Enthousiasmé par la qualité des réponses, je me suis dit : l’année prochaine, je vais lancer quatre projets en même temps ! Je l’ai fait, et l’année suivante, six projets simultanés. Cela me rendait fou ! Un projet par an, c’est déjà énorme…
Pour les projets qui ont suivi, j’ai conservé l’intitulé « Pierres et Signes » mais j’y ajoutais à chaque fois un élément, la lune, le serpent, les tortues…
Tout cela a évolué depuis les attentats du 11 septembre. Je crois en la théorie du complot, je pense que les USA préparaient de cette manière leur offensive au Moyen-Orient, avec comme objectif principal l’Iran. Une Brésilienne qui vivait au Canada a pris contact avec moi à cette période pour me demander de collaborer à un projet qui avait pour but de créer une chaîne mondiale contre la guerre. Elle avait entendu dire que j’avais des contacts parmi les mail-artistes du monde entier. C’était vrai, sauf pour le continent africain. J’ai fait des recherches et je suis tombé sur un groupe qui s’appelle TAPN (Transcend Art and Peace Network), et qui s’oppose aussi à la guerre. Ce groupe avait des contacts dans plusieurs pays d’Afrique. Je suis entré en relation avec eux et j’ai découvert que, pour les Africains, il est plus facile et moins onéreux de participer à l’art postal par e-mail que par courrier normal. Nous avons créé une chaîne mondiale de poèmes contre la guerre (d’Irak) et ce fut le début de la revue « Friour », dont le premier numéro fut consacré à tous ces poèmes contre la guerre, accompagnés de quelques œuvres graphiques.
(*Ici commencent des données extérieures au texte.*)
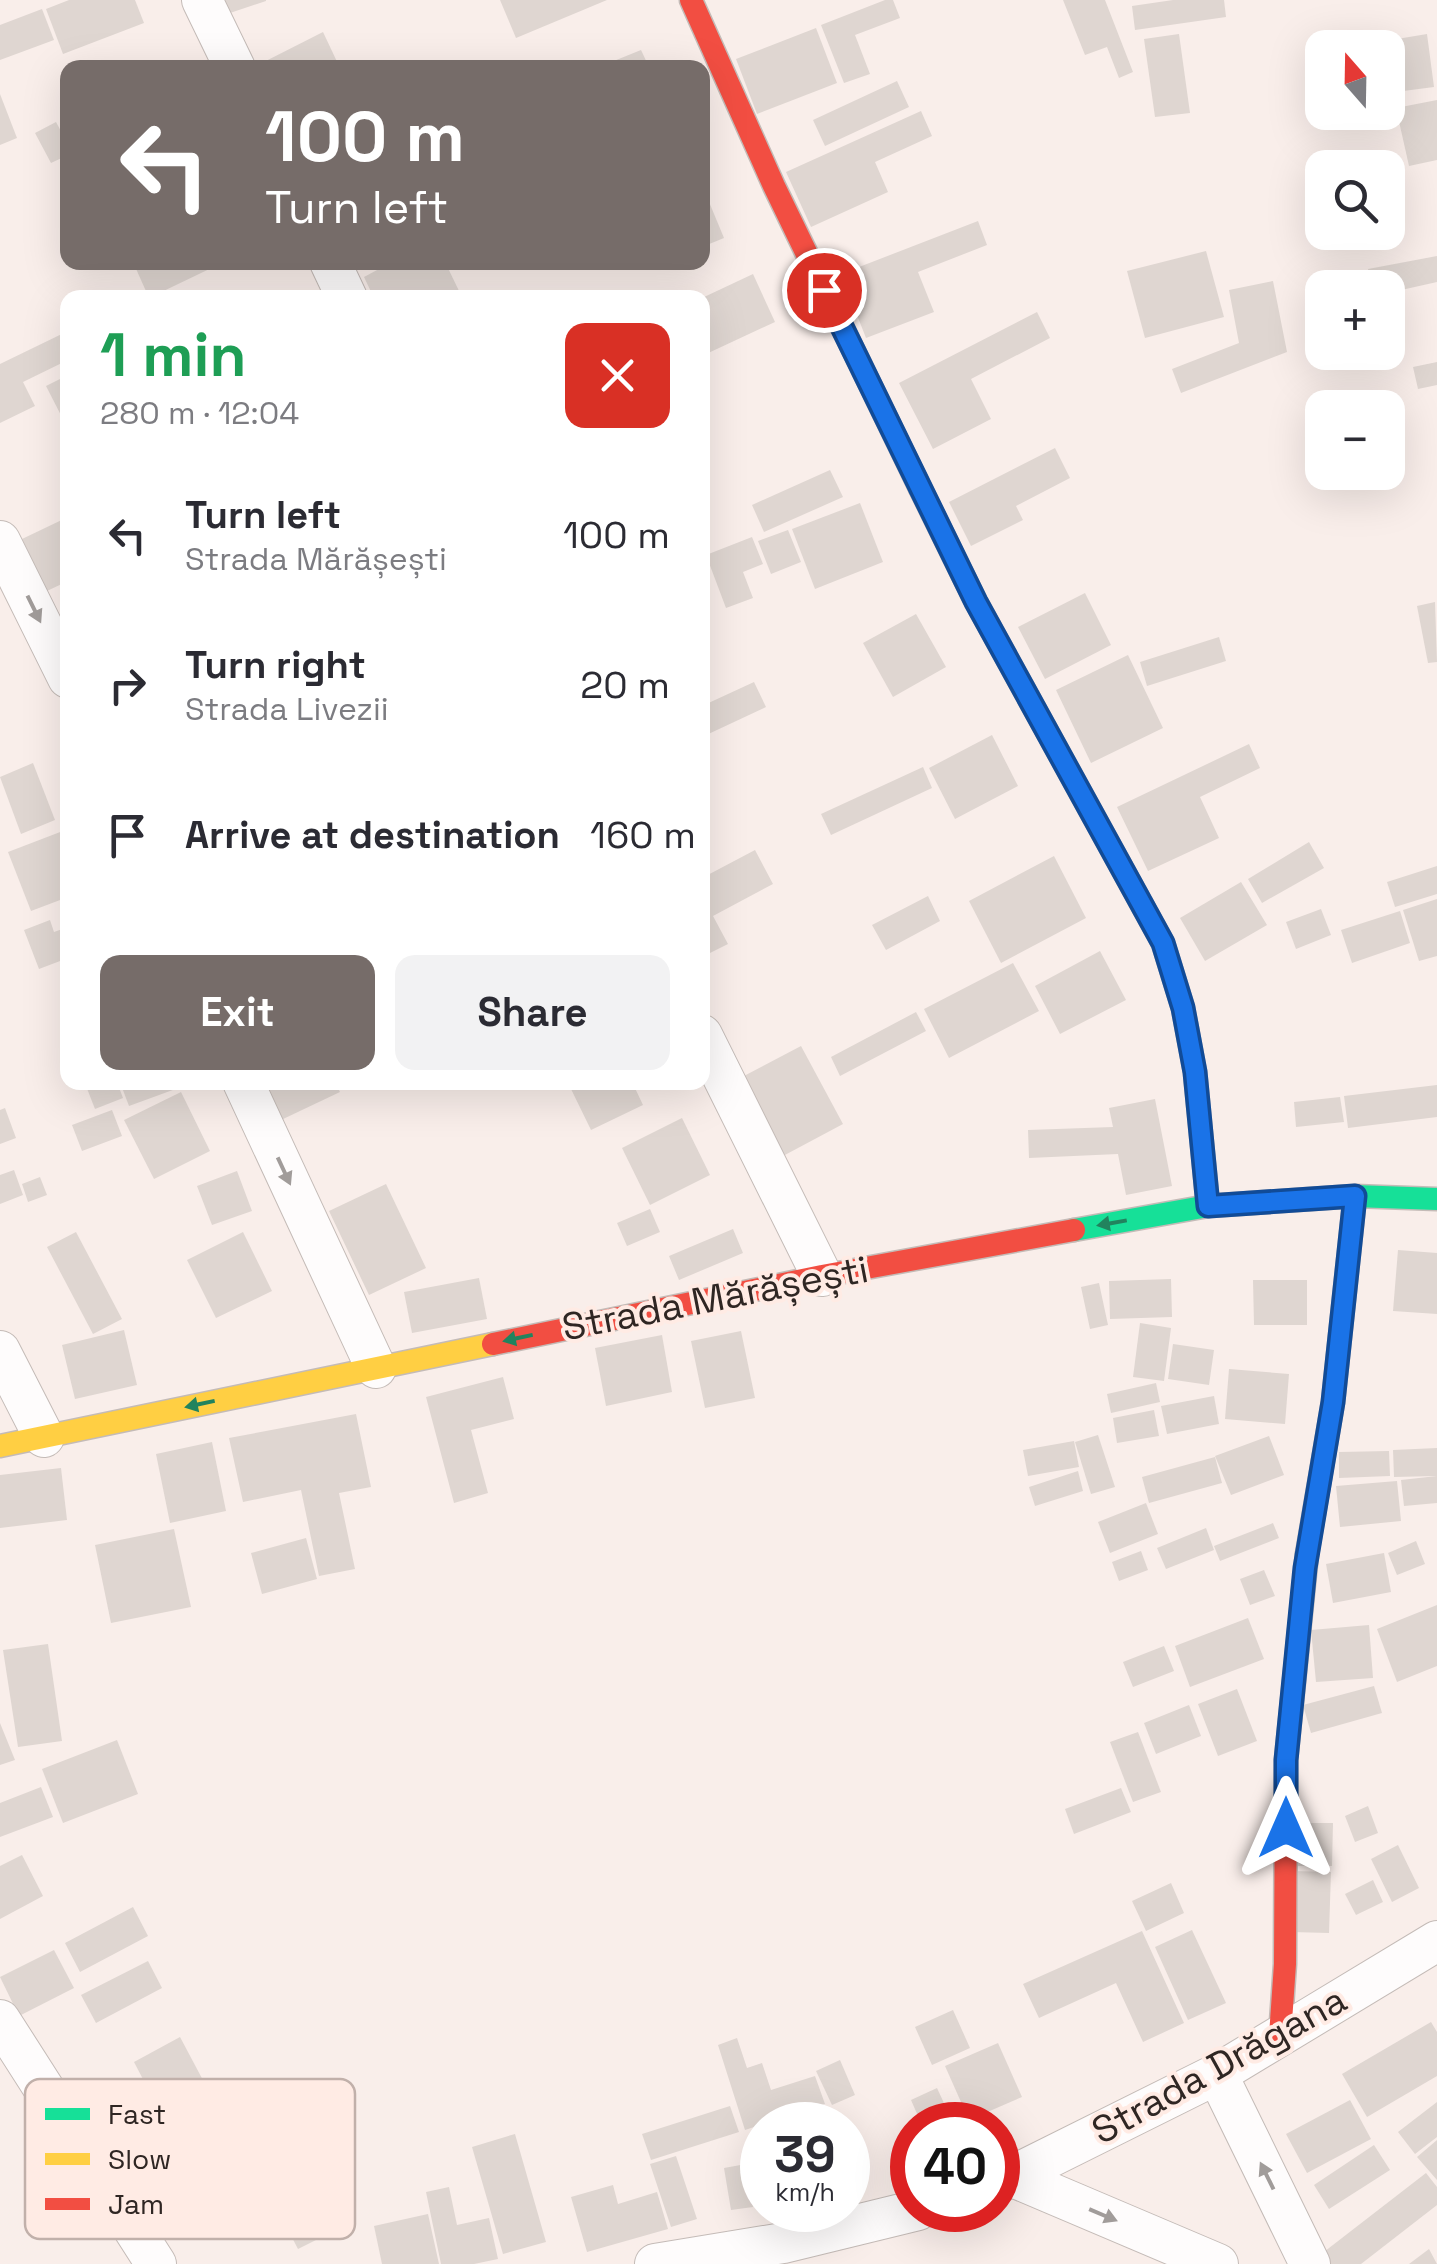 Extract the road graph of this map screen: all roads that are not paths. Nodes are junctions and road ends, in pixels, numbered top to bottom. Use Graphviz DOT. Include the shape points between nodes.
graph roads {
  1 [pos="202,0"];
  2 [pos="691,0"];
  3 [pos="230,60"];
  4 [pos="0,541"];
  5 [pos="60,662"];
  6 [pos="710,1051"];
  7 [pos="247,1090"];
  8 [pos="1355,1196"];
  9 [pos="1437,1199"];
  10 [pos="1208,1206"];
  11 [pos="822,1276"];
  12 [pos="0,1351"];
  13 [pos="376,1368"];
  14 [pos="44,1437"];
  15 [pos="0,1446"];
  16 [pos="1437,1940"];
  17 [pos="0,2020"];
  18 [pos="1280,2036"];
  19 [pos="1217,2074"];
  20 [pos="38,2079"];
  21 [pos="1020,2173"];
  22 [pos="1020,2186"];
  23 [pos="890,2217"];
  24 [pos="140,2239"];
  25 [pos="156,2264"];
  26 [pos="655,2264"];
  27 [pos="1218,2264"];
  28 [pos="1310,2264"];
  1 -- 3 [label="street"];
  2 -- 10 [label="street" via="976,602 1163,943 1195,1072"];
  4 -- 5 [label="street, one-way"];
  6 -- 11 [label="street"];
  7 -- 13 [label="street, one-way"];
  8 -- 9 [label="street, Strada Mărășești"];
  8 -- 10 [label="street, Strada Mărășești"];
  8 -- 18 [label="street" via="1286,1760"];
  10 -- 11 [label="street, Strada Mărășești, one-way"];
  11 -- 13 [label="street, Strada Mărășești, one-way"];
  12 -- 14 [label="street"];
  13 -- 14 [label="street, Strada Mărășești, one-way"];
  14 -- 15 [label="street, Strada Mărășești"];
  16 -- 18 [label="street, Strada Drăgana"];
  17 -- 20 [label="street"];
  18 -- 19 [label="street, Strada Drăgana"];
  19 -- 21 [label="street, Strada Drăgana"];
  28 -- 19 [label="street, one-way"];
  22 -- 27 [label="street, one-way"];
  23 -- 26 [label="street"];
  24 -- 25 [label="street"];
}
Depuis lors, j’ai poursuivi la publication de « Friour », dans l’esprit « Art et Paix » mais auquel j’ajoute, comme pour « Pierres et Signes », d’autres éléments. Pour le deuxième numéro, par exemple, j’avais demandé à mes amis américains de tenir pendant un an un journal sur le thème : »Comment percevez-vous les Etats-Unis d’après le 11 septembre ? ». J’ai reçu de véritables chefs-d’œuvre, dont certains reflétaient l’évolution de la pensée de ceux qui les avaient écrits. Au début, on les sentait surtout choqués, ce qui est bien compréhensible – moi aussi, j’ai été choqué lorsque j’ai vu les images à la télé -, mais, progressivement, on perçoit un changement d’opinion. Les gens se demandent : « Qu’est-ce qu’on nous raconte ? Comment est-on en train de nous manipuler ? ». Au début, personne ne croyait Saddam Hussein responsable des attentats du 11 septembre. Or, un an de propagande de la part de l’administration Bush a suffi à convaincre 80 % des Américains ! La réflexion des artistes tournait autour de ce phénomène de propagande, les plus vieux se rappelaient l’intox diffusée autour de la guerre du Vietnam.
« Firour » est aussi une revue ouverte. Tout qui souhaite réaliser un numéro peut le faire. La revue ne m’appartient pas, elle appartient au réseau des mail-artistes. Une femme thaïlandaise a réalisé un numéro de « Friour » sur le thème de « La Guerre et la Paix », une Rwandaise a consacré un numéro à « La douleur et l’espoir », ce qui est un thème typiquement africain, bien que ce numéro ait eu principalement trait au déchirement rwandais. Une Japonaise a produit un « Friour » sur « La mythologie du soleil ». J’ai appris ainsi à m’ouvrir et à laisser d’autres prendre les rênes de la revue, ce qui, pour moi, a constitué une révolution, puisqu’au début, je voulais tout contrôler moi-même. Maintenant, je me dis : « laisse, laisse, laisse l’univers aller son chemin ». Le dernier numéro a été une consécration du thème : « La paix, pour vous, c’est quoi ? » (Peace, you name it !)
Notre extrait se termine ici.